## [EXERCISE PROMPT]
For the records below, print the lines from the line with "wrist: (160, 415)" through the line with "thumb tip: (229, 281)" exactly as written; include both end lines and exclude the rest.

## [PROVIDED DATA]
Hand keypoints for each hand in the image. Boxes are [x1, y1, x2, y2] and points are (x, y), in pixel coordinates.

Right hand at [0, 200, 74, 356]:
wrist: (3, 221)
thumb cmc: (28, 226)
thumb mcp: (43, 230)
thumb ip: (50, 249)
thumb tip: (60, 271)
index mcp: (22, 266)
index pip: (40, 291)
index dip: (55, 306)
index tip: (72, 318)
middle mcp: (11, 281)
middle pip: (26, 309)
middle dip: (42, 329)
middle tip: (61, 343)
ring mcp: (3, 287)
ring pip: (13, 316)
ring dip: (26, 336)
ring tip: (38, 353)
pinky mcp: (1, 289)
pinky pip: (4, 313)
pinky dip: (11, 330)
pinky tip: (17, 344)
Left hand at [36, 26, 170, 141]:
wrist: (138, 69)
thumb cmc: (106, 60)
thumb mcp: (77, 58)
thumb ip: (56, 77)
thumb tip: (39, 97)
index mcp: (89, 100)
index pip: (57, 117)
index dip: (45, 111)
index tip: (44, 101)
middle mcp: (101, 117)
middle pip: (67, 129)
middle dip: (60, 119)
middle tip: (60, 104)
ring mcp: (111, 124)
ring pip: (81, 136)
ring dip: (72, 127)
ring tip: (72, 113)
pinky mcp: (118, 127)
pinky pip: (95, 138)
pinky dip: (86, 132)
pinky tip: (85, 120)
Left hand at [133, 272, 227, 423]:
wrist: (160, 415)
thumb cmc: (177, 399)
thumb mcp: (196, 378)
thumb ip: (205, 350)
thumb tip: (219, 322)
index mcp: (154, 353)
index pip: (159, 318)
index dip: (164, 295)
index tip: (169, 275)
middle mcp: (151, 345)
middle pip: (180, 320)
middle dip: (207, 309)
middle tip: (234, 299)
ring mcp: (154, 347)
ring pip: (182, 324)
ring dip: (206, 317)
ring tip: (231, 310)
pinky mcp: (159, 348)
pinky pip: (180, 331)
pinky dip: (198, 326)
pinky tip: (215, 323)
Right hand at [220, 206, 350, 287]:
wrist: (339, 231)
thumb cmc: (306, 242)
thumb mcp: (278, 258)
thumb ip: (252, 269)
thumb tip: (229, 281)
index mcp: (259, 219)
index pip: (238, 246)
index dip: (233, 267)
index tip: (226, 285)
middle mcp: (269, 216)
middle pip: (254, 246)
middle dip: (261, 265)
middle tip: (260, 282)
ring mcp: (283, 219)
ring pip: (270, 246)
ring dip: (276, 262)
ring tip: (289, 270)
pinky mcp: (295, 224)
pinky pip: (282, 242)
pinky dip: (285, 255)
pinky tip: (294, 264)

...

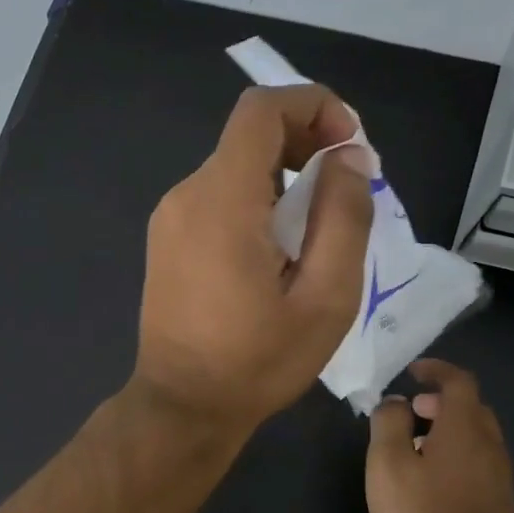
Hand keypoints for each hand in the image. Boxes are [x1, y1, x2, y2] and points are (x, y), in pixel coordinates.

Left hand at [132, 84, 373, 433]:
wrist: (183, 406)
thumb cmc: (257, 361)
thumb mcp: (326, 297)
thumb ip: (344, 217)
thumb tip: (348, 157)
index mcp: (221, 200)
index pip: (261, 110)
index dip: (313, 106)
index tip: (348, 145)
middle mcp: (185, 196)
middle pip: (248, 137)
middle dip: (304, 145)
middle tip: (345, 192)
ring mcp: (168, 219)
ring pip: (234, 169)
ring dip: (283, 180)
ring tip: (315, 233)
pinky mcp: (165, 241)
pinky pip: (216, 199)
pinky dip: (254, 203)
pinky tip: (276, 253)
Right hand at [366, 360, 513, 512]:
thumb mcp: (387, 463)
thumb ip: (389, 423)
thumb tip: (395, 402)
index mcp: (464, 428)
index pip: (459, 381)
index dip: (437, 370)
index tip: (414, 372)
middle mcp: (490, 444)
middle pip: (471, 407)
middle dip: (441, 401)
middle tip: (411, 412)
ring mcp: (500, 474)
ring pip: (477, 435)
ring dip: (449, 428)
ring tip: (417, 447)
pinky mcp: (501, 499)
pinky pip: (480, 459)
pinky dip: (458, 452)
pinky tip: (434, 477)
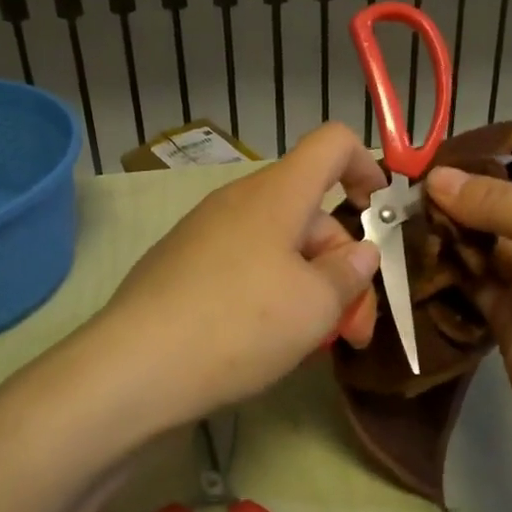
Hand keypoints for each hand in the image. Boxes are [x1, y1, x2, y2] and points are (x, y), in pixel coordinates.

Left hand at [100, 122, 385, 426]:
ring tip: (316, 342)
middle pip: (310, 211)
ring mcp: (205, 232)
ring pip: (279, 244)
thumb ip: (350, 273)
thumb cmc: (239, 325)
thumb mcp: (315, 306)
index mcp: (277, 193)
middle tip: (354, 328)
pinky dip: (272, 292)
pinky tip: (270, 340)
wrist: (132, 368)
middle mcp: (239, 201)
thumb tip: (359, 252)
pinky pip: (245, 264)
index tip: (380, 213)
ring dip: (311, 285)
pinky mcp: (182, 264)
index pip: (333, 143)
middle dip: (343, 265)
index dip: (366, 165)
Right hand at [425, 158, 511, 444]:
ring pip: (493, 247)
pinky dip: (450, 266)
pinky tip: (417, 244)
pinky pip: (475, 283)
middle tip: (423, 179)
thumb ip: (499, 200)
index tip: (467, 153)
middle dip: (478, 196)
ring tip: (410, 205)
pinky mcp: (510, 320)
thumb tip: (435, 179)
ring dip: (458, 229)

---

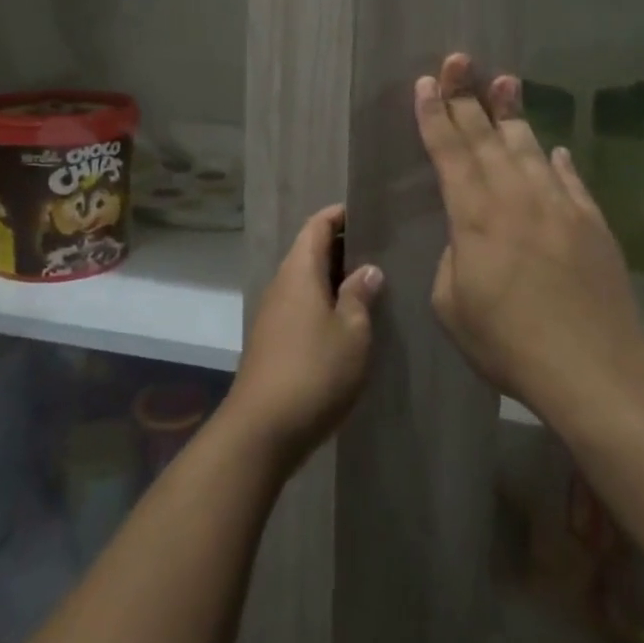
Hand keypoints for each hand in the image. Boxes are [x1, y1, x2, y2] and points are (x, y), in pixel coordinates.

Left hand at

## [RESPONSE TO THIS TASK]
wrist: (160, 415)
thumb cmc: (177, 399)
thumb mcp: (196, 378)
thumb ip: (205, 350)
thumb tip: (219, 322)
index mcp: (154, 353)
index pip: (159, 318)
index dip: (164, 295)
index tip: (169, 275)
middle mcp: (151, 345)
middle pip: (180, 320)
middle dip: (207, 309)
middle tip: (234, 299)
ring mcp: (154, 347)
ring pip: (182, 324)
ring dip: (206, 317)
ring tip: (231, 310)
pinky mcp: (159, 348)
pinky pip: (180, 331)
pinky dip: (198, 326)
pinky tip: (215, 323)
Right hand at [220, 206, 350, 287]:
wrist: (339, 231)
thumb cmc: (306, 242)
thumb mcp: (278, 258)
thumb ip: (252, 269)
thumb tip: (229, 281)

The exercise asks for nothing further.